Explore internet in Alice Springs and internet in Darwin’s suburb of Anula to see the NT’s extremes.
NSW and Victoria: big states, average performance
Australia’s two most populous states — New South Wales (4.63) and Victoria (4.57) — cluster near the national average. Both states have enormous geographic diversity, from fibre-connected inner-city suburbs scoring 10/10 to satellite-only rural areas scoring 2.5.
Victoria edges ahead on FTTP at 40.5% compared to NSW’s 32.9%, reflecting Melbourne’s newer housing developments which received FTTP from the start. NSW’s strength is its sheer scale — over 4.1 million premises, making it the largest NBN market in the country.
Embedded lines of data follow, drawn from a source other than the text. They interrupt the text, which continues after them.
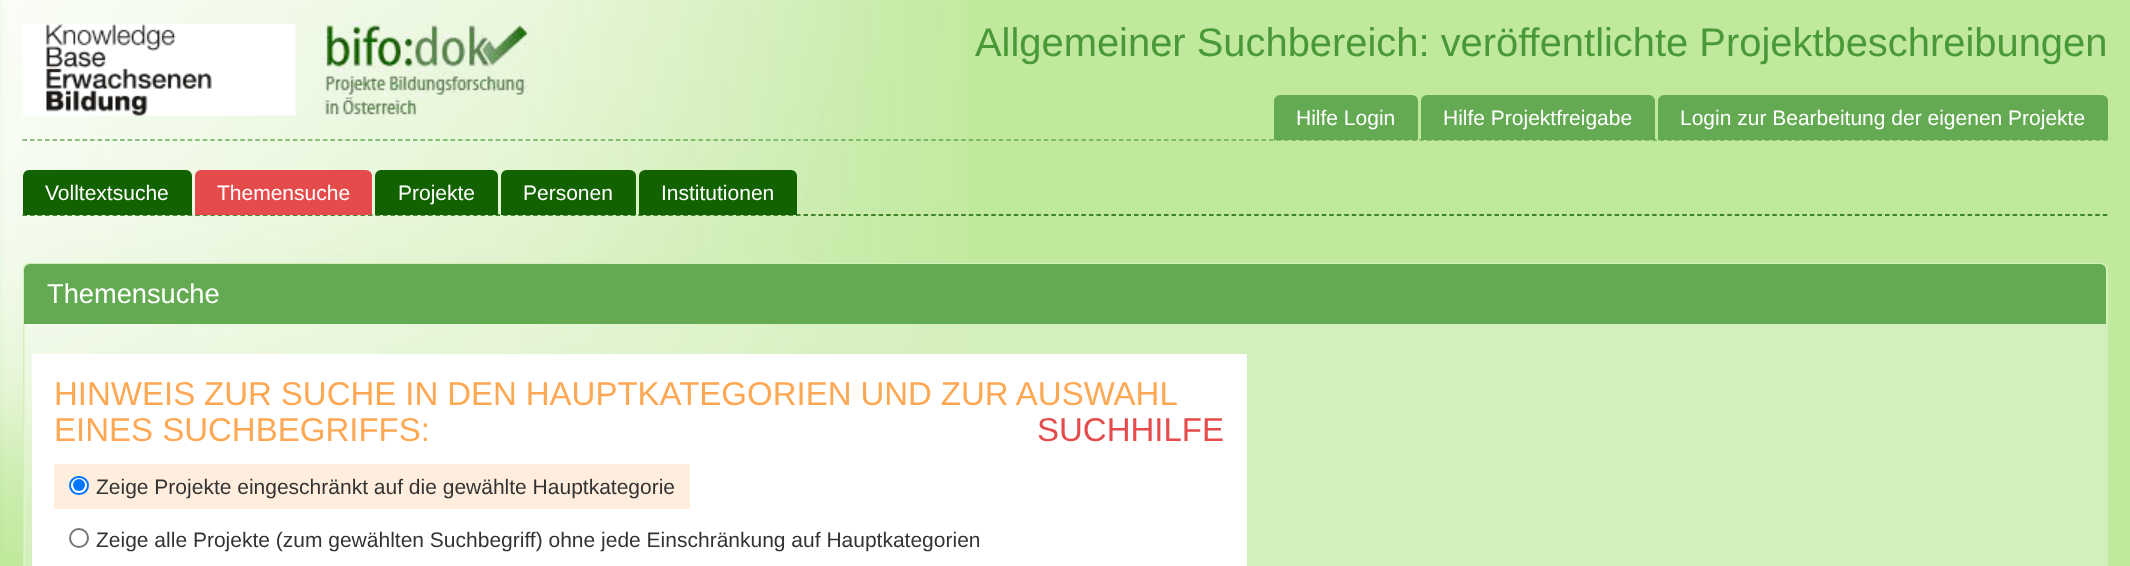 <!DOCTYPE html>
<meta charset="utf-8">
<style>body { margin: 0 } canvas { display: block }</style>
<canvas id="canvas" width="2130" height="566"></canvas>
<script type="module">
  const canvas = document.getElementById("canvas");
  const g = canvas.getContext("2d");
  g.miterLimit = 4;
  g.fontKerning = "normal";
  function drawText(s, x, y, [font, color]) {
    g.font = font;
    g.fillStyle = color;
    g.fillText(s, x, y);
  }
  function fillBox(x, y, w, h, color) {
    g.fillStyle = color;
    g.fillRect(x, y, w, h);
  }
  async function drawPicture(src, x, y, w, h) {
    const img = new Image();
    img.src = src;
    await img.decode();
    g.drawImage(img, x, y, w, h);
  }

  const s1 = ["39.9px Liberation Sans", "#4A9938"];
  const s2 = ["21px Liberation Sans", "#FFFFFF"];
  const s3 = ["27.25px Liberation Sans", "#FFFFFF"];
  const s4 = ["33px Liberation Sans", "#FEA854"];
  const s5 = ["33px Liberation Sans", "#E54B4B"];
  const s6 = ["21px Liberation Sans", "#333333"];

  fillBox(0, 0, 2130, 566, "#C1E99E");
  await drawPicture("pic1.png", 0, 0, 967, 551);
  g.beginPath();
  g.moveTo(22.5, 140);
  g.lineTo(2107.5, 140);
  g.strokeStyle = "#64AA53";
  g.lineWidth = 1.5;
  g.setLineDash([4.5, 3.01]);
  g.stroke();
  await drawPicture("pic2.png", 22, 24, 274, 92);
  await drawPicture("pic3.png", 324, 22, 204, 95);
  drawText("Allgemeiner Suchbereich: veröffentlichte Projektbeschreibungen", 975, 56, s1);
  g.beginPath();
  g.moveTo(22.5, 215);
  g.lineTo(2107.5, 215);
  g.strokeStyle = "#126300";
  g.stroke();
  g.fillStyle = "#64AA53";
  g.beginPath();
  g.roundRect(1274, 95, 144, 45, [6, 6, 0, 0]);
  g.fill();
  drawText("Hilfe Login", 1296, 125, s2);
  g.fillStyle = "#64AA53";
  g.beginPath();
  g.roundRect(1421, 95, 234, 45, [6, 6, 0, 0]);
  g.fill();
  drawText("Hilfe Projektfreigabe", 1443, 125, s2);
  g.fillStyle = "#64AA53";
  g.beginPath();
  g.roundRect(1658, 95, 450, 45, [6, 6, 0, 0]);
  g.fill();
  drawText("Login zur Bearbeitung der eigenen Projekte", 1680, 125, s2);
  g.fillStyle = "#126300";
  g.beginPath();
  g.roundRect(23, 170, 169, 45, [6, 6, 0, 0]);
  g.fill();
  drawText("Volltextsuche", 45, 200, s2);
  g.fillStyle = "#E54B4B";
  g.beginPath();
  g.roundRect(195, 170, 177, 45, [6, 6, 0, 0]);
  g.fill();
  drawText("Themensuche", 217, 200, s2);
  g.fillStyle = "#126300";
  g.beginPath();
  g.roundRect(375, 170, 123, 45, [6, 6, 0, 0]);
  g.fill();
  drawText("Projekte", 398, 200, s2);
  g.fillStyle = "#126300";
  g.beginPath();
  g.roundRect(501, 170, 135, 45, [6, 6, 0, 0]);
  g.fill();
  drawText("Personen", 523, 200, s2);
  g.fillStyle = "#126300";
  g.beginPath();
  g.roundRect(639, 170, 158, 45, [6, 6, 0, 0]);
  g.fill();
  drawText("Institutionen", 661, 200, s2);
  g.beginPath();
  g.roundRect(24, 264, 2083, 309, 5);
  g.strokeStyle = "#D3F0BB";
  g.lineWidth = 2;
  g.setLineDash([]);
  g.stroke();
  g.fillStyle = "#64AA53";
  g.beginPath();
  g.roundRect(24, 264, 2082, 60, [6, 6, 0, 0]);
  g.fill();
  drawText("Themensuche", 47, 303, s3);
  fillBox(24, 324, 2082, 242, "rgba(255, 255, 255, 0.3)");
  fillBox(32, 354, 1215, 212, "#FFFFFF");
  g.wordSpacing = "-0.25px";
  drawText("HINWEIS ZUR SUCHE IN DEN HAUPTKATEGORIEN UND ZUR AUSWAHL", 54, 405, s4);
  g.wordSpacing = "0px";
  drawText("EINES SUCHBEGRIFFS:", 54, 441, s4);
  drawText("SUCHHILFE", 1037, 441, s5);
  fillBox(54, 464, 636, 45, "#FFEEDD");
  g.fillStyle = "#FFFFFF";
  g.beginPath();
  g.roundRect(70, 477, 18, 17, 8.5);
  g.fill();
  g.strokeStyle = "#0075FF";
  g.stroke();
  g.fillStyle = "#0075FF";
  g.beginPath();
  g.arc(79, 485, 6, 0, Math.PI * 2);
  g.fill();
  drawText("Zeige Projekte eingeschränkt auf die gewählte Hauptkategorie", 96, 494, s6);
  g.beginPath();
  g.arc(79, 538, 9, 0, Math.PI * 2);
  g.strokeStyle = "#767676";
  g.stroke();
  drawText("Zeige alle Projekte (zum gewählten Suchbegriff) ohne jede Einschränkung auf Hauptkategorien", 96, 547, s6);
</script>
Check out internet in Sydney and internet in Melbourne’s Alphington to compare.
Queensland and WA: sprawl challenges
Queensland’s 3,120 suburbs average 4.55, weighed down by a vast rural interior reliant on fixed wireless and satellite. Western Australia tells a similar story at 4.57, though WA’s higher connectivity rate (81.4%) suggests Perth’s suburban NBN is performing well. Both states are below 40% FTTP, and their geographic sprawl means a long tail of underserved communities.
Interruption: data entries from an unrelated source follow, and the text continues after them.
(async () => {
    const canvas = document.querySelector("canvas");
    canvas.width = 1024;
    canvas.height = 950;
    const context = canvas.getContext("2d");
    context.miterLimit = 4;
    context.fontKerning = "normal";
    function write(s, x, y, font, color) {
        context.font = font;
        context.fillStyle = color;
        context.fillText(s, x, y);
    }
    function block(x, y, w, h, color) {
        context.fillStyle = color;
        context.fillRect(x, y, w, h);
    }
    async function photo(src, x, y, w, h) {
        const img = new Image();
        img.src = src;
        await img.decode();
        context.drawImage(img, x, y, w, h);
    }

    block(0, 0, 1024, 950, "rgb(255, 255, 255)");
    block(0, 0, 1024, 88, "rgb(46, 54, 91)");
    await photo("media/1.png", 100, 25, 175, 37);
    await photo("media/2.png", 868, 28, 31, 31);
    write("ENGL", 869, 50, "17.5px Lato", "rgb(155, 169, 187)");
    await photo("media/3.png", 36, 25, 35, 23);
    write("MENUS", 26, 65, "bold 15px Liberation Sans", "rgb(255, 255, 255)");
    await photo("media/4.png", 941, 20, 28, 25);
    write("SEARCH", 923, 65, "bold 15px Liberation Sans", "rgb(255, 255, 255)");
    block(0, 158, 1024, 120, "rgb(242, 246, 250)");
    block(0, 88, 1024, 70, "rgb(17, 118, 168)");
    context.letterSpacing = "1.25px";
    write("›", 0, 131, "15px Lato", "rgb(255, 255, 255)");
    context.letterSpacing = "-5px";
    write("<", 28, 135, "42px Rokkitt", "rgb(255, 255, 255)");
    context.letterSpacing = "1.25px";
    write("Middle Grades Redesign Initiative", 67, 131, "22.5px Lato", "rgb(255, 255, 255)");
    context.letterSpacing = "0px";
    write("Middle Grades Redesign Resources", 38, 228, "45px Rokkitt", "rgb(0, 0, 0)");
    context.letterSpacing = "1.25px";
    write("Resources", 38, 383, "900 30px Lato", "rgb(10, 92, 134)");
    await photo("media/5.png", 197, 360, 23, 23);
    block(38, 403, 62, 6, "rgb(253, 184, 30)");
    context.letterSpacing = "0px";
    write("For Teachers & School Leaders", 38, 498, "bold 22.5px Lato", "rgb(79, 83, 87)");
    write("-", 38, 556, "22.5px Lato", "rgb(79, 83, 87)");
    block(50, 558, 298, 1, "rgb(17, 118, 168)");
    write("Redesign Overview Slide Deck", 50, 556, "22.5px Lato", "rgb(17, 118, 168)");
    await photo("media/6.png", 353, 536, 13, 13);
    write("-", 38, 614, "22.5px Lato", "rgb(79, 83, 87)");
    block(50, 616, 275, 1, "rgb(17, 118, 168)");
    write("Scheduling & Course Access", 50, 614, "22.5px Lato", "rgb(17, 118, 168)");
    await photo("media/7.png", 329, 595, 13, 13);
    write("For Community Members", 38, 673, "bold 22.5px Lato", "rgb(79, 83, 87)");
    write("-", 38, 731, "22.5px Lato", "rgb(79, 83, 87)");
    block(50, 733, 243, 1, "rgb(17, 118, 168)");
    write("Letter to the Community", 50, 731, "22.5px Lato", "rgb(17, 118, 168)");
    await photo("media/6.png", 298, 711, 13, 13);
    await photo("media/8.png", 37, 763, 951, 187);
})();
Tasmania: fibre island with a catch
Tasmania has the second-highest FTTP rate nationally at 54.8% — a legacy of being the NBN’s pilot state. But its average score of 4.44 reveals that fibre alone doesn’t solve everything. Tasmania has zero HFC infrastructure and zero FTTC, meaning suburbs that didn’t get FTTP are stuck on FTTN (24.8%) or fixed wireless (15.4%). The digital divide within Tasmania is stark.
See the data for internet in Hobart’s suburb of Acton Park for a fibre success story.
South Australia: room to improve
SA brings up the rear with an average score of 4.40 and the lowest FTTP rate at 30.2%. Adelaide’s older suburbs are heavily FTTN, and the state’s rural areas face the same satellite and fixed wireless challenges as the rest of regional Australia. The silver lining: SA has one of the most diverse tech mixes nationally, with meaningful shares of HFC (21.8%) and FTTC (5.3%) alongside its FTTN base.
Explore internet in Adelaide and internet in Aberfoyle Park for SA-specific data.
What this means for you
Your state’s average is just that — an average. Individual suburbs within every state range from 1.5 to 10.0. The best thing you can do is check your specific suburb’s internet profile on PickNBN to see what technology serves your address, what speeds to expect, and whether an FTTP upgrade has been announced.
The NBN continues to evolve, with FTTP upgrades rolling out to thousands of suburbs nationwide. By 2026, the gap between states is narrowing — but it’s not closed yet.